** Available records **
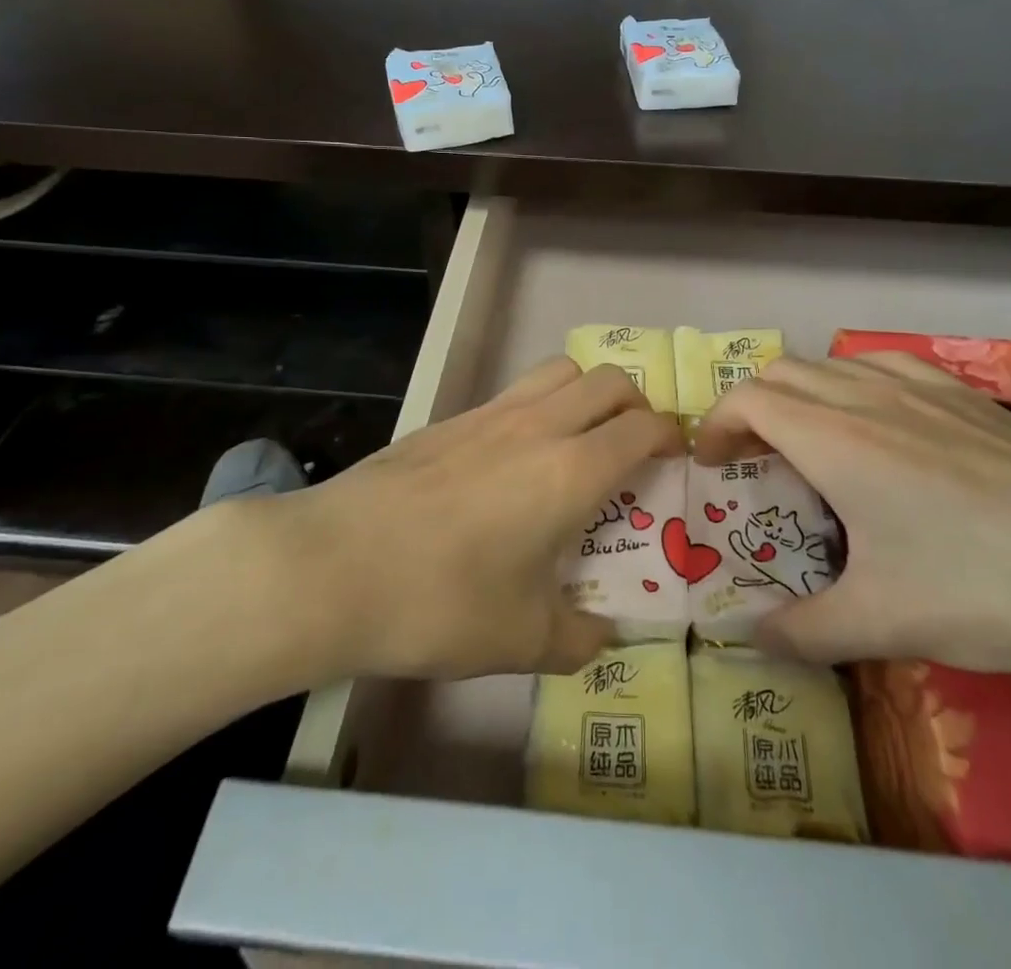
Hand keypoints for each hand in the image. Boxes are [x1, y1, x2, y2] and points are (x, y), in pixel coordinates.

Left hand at [256, 359, 680, 680]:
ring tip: (580, 438)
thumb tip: (604, 635)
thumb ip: (577, 638)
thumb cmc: (439, 603)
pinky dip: (539, 405)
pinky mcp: (451, 419)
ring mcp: (489, 415)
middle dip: (635, 406)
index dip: (670, 436)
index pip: (641, 429)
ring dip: (586, 392)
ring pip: (559, 370)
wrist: (333, 566)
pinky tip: (516, 457)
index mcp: (570, 471)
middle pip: (607, 380)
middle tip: (633, 448)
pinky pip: (515, 392)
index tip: (677, 457)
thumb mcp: (520, 640)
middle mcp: (538, 427)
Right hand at [695, 352, 1010, 676]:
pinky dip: (853, 383)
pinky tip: (879, 424)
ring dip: (800, 394)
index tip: (712, 465)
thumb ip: (803, 631)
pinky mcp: (965, 393)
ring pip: (832, 364)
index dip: (717, 424)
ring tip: (809, 443)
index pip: (749, 400)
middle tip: (753, 460)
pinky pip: (883, 365)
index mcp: (835, 440)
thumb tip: (747, 639)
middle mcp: (868, 397)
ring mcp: (921, 387)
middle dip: (750, 409)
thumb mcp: (886, 623)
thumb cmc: (989, 591)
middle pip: (782, 373)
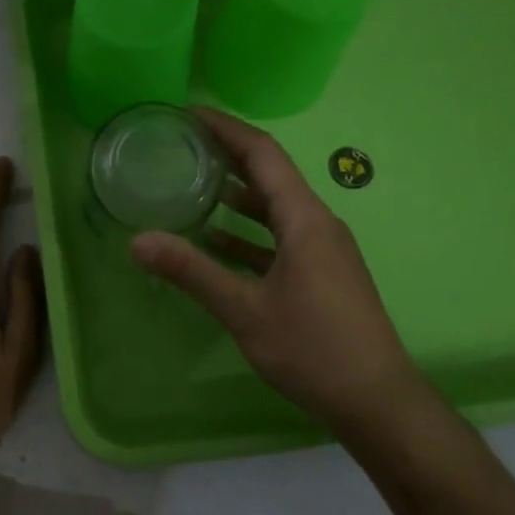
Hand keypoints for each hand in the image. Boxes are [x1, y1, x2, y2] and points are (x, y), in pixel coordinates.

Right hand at [131, 107, 426, 429]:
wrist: (377, 401)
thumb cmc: (313, 349)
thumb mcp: (245, 310)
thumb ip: (191, 271)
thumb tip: (137, 241)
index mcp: (304, 219)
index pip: (263, 154)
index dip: (226, 128)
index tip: (189, 113)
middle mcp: (317, 223)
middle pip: (270, 174)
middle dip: (227, 155)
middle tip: (182, 144)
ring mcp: (323, 250)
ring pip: (274, 208)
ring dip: (236, 194)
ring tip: (192, 184)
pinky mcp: (322, 273)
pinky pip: (280, 237)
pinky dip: (248, 233)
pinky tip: (216, 241)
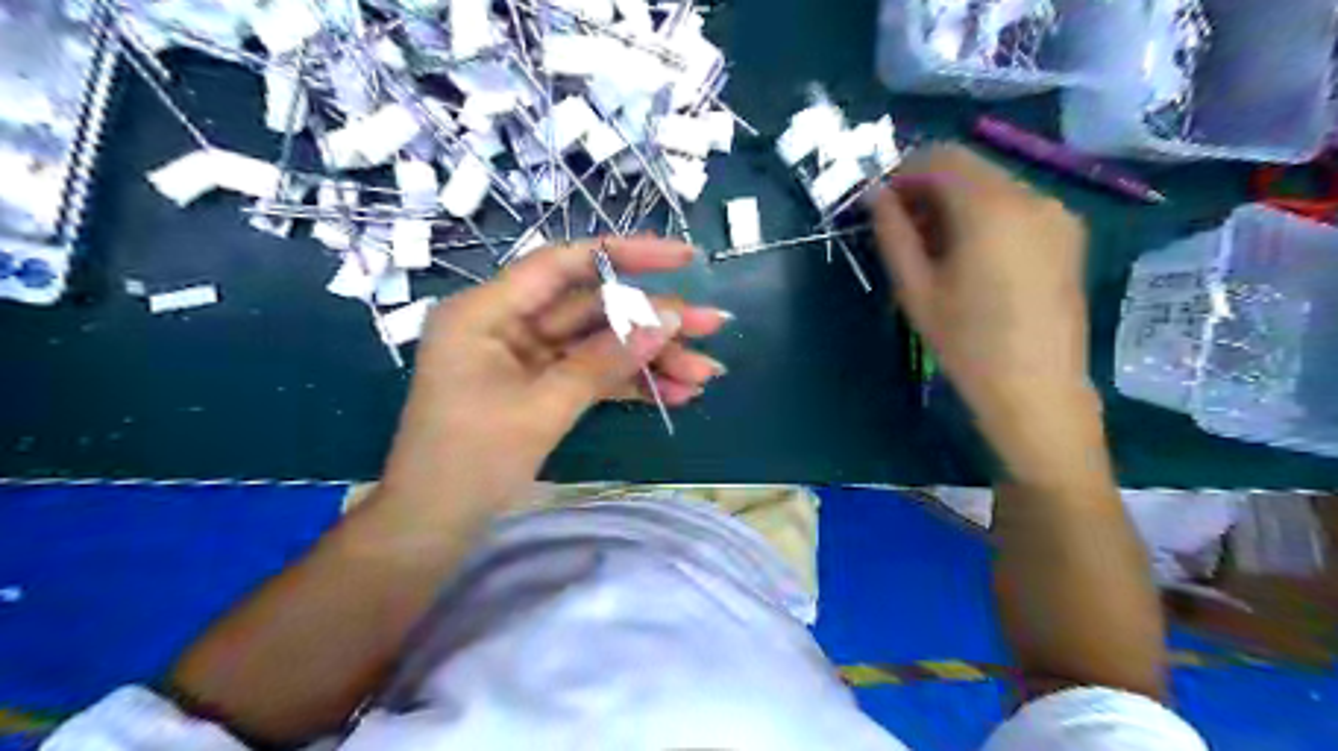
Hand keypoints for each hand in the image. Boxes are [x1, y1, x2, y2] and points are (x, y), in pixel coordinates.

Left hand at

** Exercise prompt **
Nothing but the lines from the one containing "pinky mcp: (965, 393)" through the last line of the records above should appear, each repeated exactly, with no pictures.

** Result of the exercise **
pinky mcp: (965, 393)
ring pip: (832, 364)
index dip: (717, 424)
ring tip: (809, 443)
index pip: (749, 400)
middle tip: (753, 460)
pinky pip: (883, 365)
index mcp: (835, 440)
thumb tip: (747, 639)
middle mcp: (868, 397)
ring mcp: (921, 387)
middle dip: (750, 409)
thumb mcp: (886, 623)
thumb cmc: (989, 591)
middle pip: (782, 373)
Hand keypoints for each hand in the image. Boxes are [x1, y1, x2, y2] and points are (x, y), in pixel coordinates.

Right hand at [131, 107, 426, 429]:
wrist: (377, 401)
thumb cmc: (313, 349)
thumb mcp: (245, 310)
thumb ip: (191, 271)
thumb tip: (137, 241)
index mcp: (304, 219)
index pip: (263, 154)
index dip: (226, 128)
index tip: (189, 113)
middle mcp: (317, 223)
middle pip: (270, 174)
middle dip: (227, 155)
middle tip: (182, 144)
ring mcp: (323, 250)
ring pip: (274, 208)
ring dip: (236, 194)
ring tip: (192, 184)
pinky mcp: (322, 273)
pinky pip: (280, 237)
pinky dip: (248, 233)
pinky tip: (216, 241)
Hand keypoints for each hand in the image. Boxes are [x1, y1, x2, y2] and points are (x, y), in pixel coordinates.

Left hand at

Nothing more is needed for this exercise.